January 17, 2017 at 20:38 | blog.kummerlaender.eu | 23f629 | Adrian Kummerländer

The trigger but not the actual reason for this replacement of kramdown with pandoc was a strange generation issue with kramdown’s latest release.

All recent articles failed to generate anything more than an empty page. A quick check of the resulting HTML for those articles offered nothing out of the ordinary. After taking a close look at the articles in question I narrowed the set of failing articles down to those containing footnotes - tangentially I only started using footnotes a couple of articles ago i.e. this explained this part of the issue.

Some debugging of InputXSLT offered the following problem: Xerces-C generated an error message and stopped processing XML inputs containing nbsp non-blocking space characters in the implementation of the external-command function. This change in kramdown’s output can be traced back to enhancement issue 399. Obviously this is not a problem in kramdown but an issue in the way this static site generator is wrapping HTML inputs.

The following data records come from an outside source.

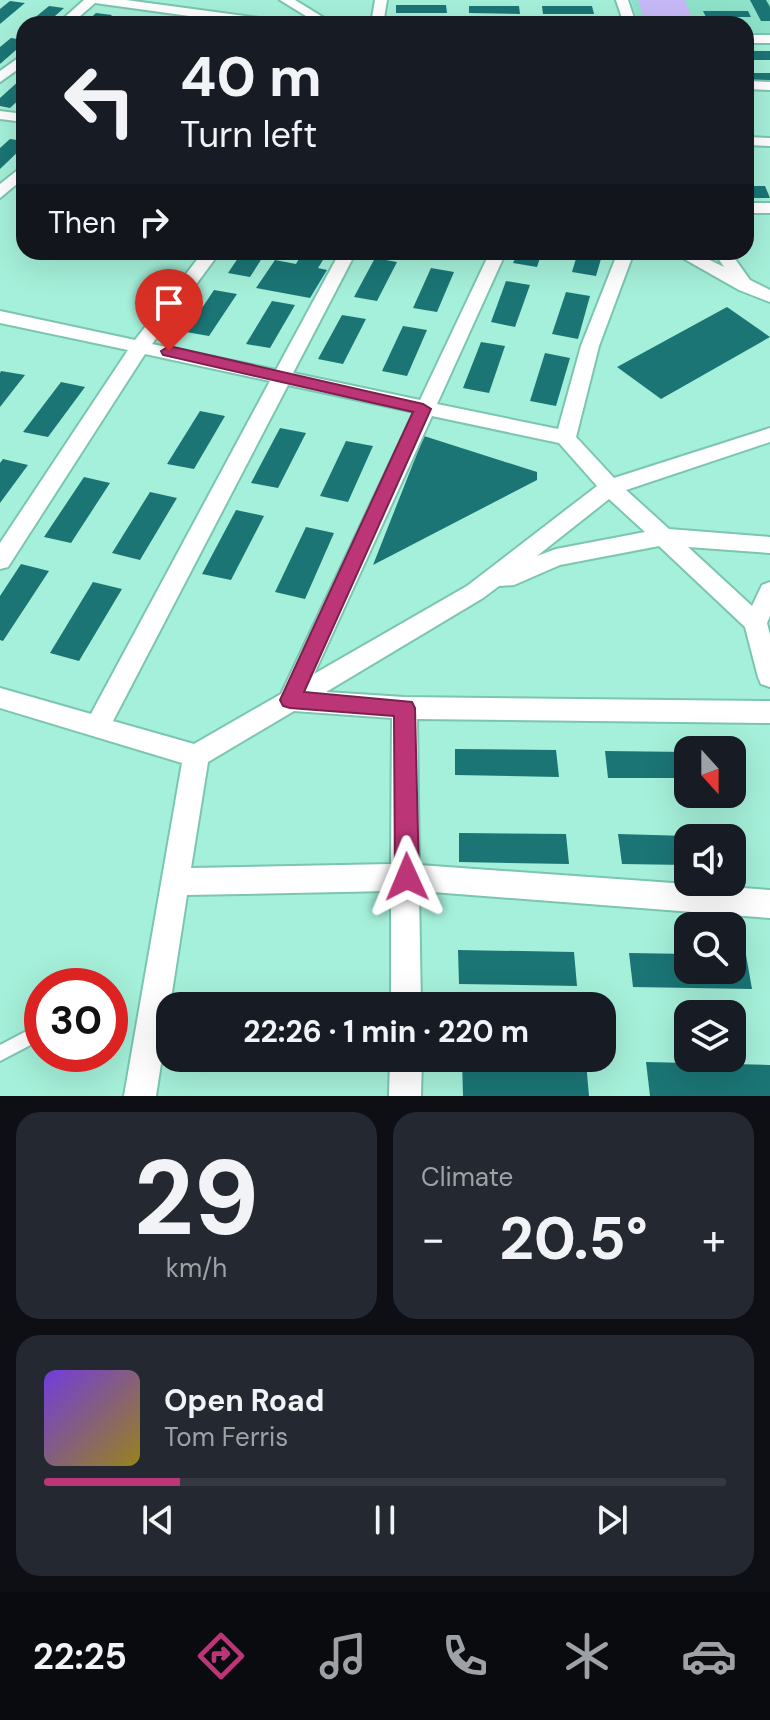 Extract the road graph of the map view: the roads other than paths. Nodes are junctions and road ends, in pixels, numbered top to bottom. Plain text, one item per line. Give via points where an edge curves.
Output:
1 (91, 0) edge
2 (99, 0) edge
3 (191, 0) edge
4 (286, 0) edge
5 (180, 11) junction
6 (72, 16) edge
7 (176, 16) edge
8 (217, 16) edge
9 (314, 16) edge
10 (16, 65) edge
11 (0, 78) edge
12 (16, 178) edge
13 (0, 193) edge
14 (206, 260) edge
15 (344, 260) edge
16 (494, 260) edge
17 (623, 260) edge
18 (695, 260) edge
19 (727, 260) edge
20 (746, 287) junction
21 (770, 297) edge
22 (6, 318) edge
23 (0, 335) edge
24 (141, 345) junction
25 (280, 375) junction
26 (423, 409) junction
27 (770, 435) edge
28 (566, 438) junction
29 (610, 487) junction
30 (664, 537) junction
31 (770, 545) edge
32 (0, 561) edge
33 (770, 591) edge
34 (475, 592) junction
35 (755, 623) junction
36 (770, 677) edge
37 (0, 698) edge
38 (290, 700) junction
39 (404, 708) junction
40 (770, 712) edge
41 (97, 727) junction
42 (196, 756) junction
43 (407, 877) junction
44 (175, 882) junction
45 (770, 904) edge
46 (406, 992) edge
47 (24, 1040) edge
48 (0, 1053) edge
49 (406, 1072) edge
50 (140, 1096) edge
51 (405, 1096) edge

1 - 6 street
2 - 5 street
3 - 5 street
4 - 9 street
5 - 7 street
5 - 8 street
10 - 11 street
12 - 13 street
14 - 24 street
15 - 25 street
16 - 26 street
17 - 28 street via 590,346
18 - 20 street
19 - 20 street
20 - 21 street
22 - 23 street
22 - 24 street
24 - 25 street
24 - 32 street
25 - 26 street
25 - 41 street
26 - 28 street
26 - 38 street
27 - 29 street
28 - 29 street
29 - 30 street
29 - 34 street
30 - 31 street
30 - 34 street via 556,557
30 - 35 street
33 - 35 street
34 - 38 street
35 - 36 street
37 - 41 street
38 - 39 street
38 - 42 street
39 - 40 street
39 - 43 street
41 - 42 street
42 - 44 street
43 - 44 street
43 - 45 street
43 - 46 street
44 - 50 street
47 - 48 lane
49 - 51 street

This problem should be solvable by adding appropriate namespace and doctype declarations to the markdown-generated HTML output. Instead I opted to perform the change to pandoc I had already planned for quite some time.

The choice fell on pandoc as it offers some additional markdown features as well as allowing for conversion to a rich set of document formats. i.e. features like printing articles as PDF using LaTeX are trivial to implement if pandoc is the markdown processor of choice. Furthermore page compilation is noticeably faster using pandoc.

One might note that this switch only solved the original issue by coincidence: Should pandoc start to generate non-blocking space characters the same problem will occur. But I have hopes that such a change would be configurable via pandoc’s plethora of configuration options. As this static site generator assumes everything to be XHTML I see no reason why I should not continue to treat HTML inputs as XML.